→ **Task**
What is the number of lines in these entries that contain "from"? State it alone.

-- Provided information follows --

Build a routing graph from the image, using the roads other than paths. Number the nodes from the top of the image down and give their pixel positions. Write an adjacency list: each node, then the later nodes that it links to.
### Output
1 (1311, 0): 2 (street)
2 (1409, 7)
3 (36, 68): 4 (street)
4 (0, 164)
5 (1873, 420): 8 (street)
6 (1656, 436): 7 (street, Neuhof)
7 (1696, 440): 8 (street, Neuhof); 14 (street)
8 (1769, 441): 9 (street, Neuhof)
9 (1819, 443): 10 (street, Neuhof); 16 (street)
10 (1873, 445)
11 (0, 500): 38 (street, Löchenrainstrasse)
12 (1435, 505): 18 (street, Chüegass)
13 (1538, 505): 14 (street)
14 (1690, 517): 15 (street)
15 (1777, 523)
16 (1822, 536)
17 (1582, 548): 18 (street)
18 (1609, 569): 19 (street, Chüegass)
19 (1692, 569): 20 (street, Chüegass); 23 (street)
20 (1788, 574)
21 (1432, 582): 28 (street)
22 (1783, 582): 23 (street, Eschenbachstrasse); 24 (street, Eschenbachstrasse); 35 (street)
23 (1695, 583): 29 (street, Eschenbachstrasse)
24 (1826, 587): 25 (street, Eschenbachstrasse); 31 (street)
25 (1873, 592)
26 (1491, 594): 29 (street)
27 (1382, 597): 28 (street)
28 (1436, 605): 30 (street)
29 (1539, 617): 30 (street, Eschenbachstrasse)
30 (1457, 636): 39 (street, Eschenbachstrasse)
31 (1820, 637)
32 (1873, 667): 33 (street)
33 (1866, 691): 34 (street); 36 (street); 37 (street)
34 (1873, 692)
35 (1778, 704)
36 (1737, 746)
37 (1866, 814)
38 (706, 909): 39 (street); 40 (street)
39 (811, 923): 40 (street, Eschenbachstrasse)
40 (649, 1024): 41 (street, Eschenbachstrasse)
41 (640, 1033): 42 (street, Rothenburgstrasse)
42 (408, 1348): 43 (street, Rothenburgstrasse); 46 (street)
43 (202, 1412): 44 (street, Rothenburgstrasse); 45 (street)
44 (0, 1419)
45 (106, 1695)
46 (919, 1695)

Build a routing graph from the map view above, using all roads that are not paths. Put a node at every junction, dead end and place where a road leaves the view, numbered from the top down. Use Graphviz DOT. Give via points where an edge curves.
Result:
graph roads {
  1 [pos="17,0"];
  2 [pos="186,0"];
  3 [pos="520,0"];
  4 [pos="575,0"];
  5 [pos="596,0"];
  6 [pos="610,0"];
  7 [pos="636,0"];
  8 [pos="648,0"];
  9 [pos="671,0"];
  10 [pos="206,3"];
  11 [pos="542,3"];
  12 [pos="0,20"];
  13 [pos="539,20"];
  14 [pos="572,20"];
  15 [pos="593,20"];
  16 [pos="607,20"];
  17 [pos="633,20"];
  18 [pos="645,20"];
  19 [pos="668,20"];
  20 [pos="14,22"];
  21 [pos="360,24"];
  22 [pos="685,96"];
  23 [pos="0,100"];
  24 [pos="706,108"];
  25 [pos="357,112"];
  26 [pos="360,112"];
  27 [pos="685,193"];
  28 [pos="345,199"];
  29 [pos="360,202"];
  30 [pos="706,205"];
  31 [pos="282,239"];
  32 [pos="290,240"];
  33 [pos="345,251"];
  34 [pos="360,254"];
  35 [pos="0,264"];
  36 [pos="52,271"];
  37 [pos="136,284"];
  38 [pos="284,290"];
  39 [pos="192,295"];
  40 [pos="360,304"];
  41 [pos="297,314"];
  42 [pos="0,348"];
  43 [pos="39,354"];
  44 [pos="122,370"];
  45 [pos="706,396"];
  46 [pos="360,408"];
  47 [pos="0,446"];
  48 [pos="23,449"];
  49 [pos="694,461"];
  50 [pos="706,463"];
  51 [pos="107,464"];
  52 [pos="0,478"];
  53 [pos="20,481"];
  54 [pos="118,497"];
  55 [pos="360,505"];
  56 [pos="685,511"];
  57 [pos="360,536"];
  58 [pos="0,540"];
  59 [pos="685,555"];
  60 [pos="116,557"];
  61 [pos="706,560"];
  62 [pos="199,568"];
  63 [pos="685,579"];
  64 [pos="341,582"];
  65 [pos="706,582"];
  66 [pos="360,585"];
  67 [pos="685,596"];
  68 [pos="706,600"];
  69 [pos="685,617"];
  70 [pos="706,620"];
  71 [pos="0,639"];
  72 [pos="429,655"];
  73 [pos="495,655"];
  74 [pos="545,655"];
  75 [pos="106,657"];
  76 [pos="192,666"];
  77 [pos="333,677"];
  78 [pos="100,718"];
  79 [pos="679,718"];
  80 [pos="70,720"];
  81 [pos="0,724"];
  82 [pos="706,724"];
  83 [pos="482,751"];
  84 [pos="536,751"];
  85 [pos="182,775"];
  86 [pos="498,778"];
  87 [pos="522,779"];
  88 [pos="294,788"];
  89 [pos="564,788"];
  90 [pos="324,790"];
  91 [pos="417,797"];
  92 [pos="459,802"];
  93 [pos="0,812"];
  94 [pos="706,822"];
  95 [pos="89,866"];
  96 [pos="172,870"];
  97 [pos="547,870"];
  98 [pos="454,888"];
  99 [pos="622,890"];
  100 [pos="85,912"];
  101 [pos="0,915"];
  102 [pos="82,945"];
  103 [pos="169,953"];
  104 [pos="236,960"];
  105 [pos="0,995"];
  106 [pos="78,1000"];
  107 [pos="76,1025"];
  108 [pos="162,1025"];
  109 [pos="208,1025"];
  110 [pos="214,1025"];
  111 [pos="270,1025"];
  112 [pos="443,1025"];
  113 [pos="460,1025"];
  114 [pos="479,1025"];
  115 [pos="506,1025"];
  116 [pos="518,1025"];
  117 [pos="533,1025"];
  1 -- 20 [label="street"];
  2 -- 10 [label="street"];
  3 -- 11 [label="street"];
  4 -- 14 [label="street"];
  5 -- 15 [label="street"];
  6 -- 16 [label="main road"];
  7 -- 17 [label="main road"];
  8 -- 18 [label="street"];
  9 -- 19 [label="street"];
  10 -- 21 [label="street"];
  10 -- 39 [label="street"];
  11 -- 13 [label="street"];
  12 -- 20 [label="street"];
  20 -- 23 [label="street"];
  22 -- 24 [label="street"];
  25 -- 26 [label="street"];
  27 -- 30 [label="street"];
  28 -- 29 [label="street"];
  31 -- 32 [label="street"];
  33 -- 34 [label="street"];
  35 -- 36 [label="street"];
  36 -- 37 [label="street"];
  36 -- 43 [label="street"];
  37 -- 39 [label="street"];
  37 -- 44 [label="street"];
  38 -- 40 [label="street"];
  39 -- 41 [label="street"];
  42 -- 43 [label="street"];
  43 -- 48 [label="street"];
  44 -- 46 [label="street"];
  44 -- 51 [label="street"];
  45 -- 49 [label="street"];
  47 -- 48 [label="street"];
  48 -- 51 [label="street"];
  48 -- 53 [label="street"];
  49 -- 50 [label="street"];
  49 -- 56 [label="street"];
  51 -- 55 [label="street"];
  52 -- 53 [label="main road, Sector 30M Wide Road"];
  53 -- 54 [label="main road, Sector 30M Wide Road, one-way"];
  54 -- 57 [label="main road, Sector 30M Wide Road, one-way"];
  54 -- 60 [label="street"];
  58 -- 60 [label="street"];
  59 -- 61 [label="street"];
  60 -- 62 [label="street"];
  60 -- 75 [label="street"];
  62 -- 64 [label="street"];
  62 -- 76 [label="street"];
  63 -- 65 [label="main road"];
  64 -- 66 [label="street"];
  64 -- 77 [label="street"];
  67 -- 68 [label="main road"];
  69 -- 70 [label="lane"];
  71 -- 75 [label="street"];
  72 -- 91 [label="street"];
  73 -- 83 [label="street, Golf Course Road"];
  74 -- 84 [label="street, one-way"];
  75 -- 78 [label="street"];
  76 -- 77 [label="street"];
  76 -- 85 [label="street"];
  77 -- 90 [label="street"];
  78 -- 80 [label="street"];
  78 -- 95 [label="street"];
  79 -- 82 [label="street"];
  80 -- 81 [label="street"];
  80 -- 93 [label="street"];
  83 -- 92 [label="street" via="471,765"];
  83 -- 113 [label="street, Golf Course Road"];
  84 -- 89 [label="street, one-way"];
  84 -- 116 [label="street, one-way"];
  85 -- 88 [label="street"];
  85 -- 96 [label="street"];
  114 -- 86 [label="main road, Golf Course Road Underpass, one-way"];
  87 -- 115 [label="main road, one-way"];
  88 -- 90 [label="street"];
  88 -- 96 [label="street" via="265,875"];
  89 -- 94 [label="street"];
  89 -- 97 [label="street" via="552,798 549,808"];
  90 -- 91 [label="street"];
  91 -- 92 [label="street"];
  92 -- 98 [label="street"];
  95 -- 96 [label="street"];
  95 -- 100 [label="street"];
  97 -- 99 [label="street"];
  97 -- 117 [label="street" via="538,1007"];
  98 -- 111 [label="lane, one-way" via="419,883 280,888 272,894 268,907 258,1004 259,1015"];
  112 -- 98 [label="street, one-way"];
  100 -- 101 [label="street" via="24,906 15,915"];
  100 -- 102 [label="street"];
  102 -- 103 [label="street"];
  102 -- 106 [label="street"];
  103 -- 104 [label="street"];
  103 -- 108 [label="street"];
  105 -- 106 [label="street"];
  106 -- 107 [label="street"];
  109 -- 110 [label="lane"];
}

-- Provided information concluded --

→ **Your solution**
2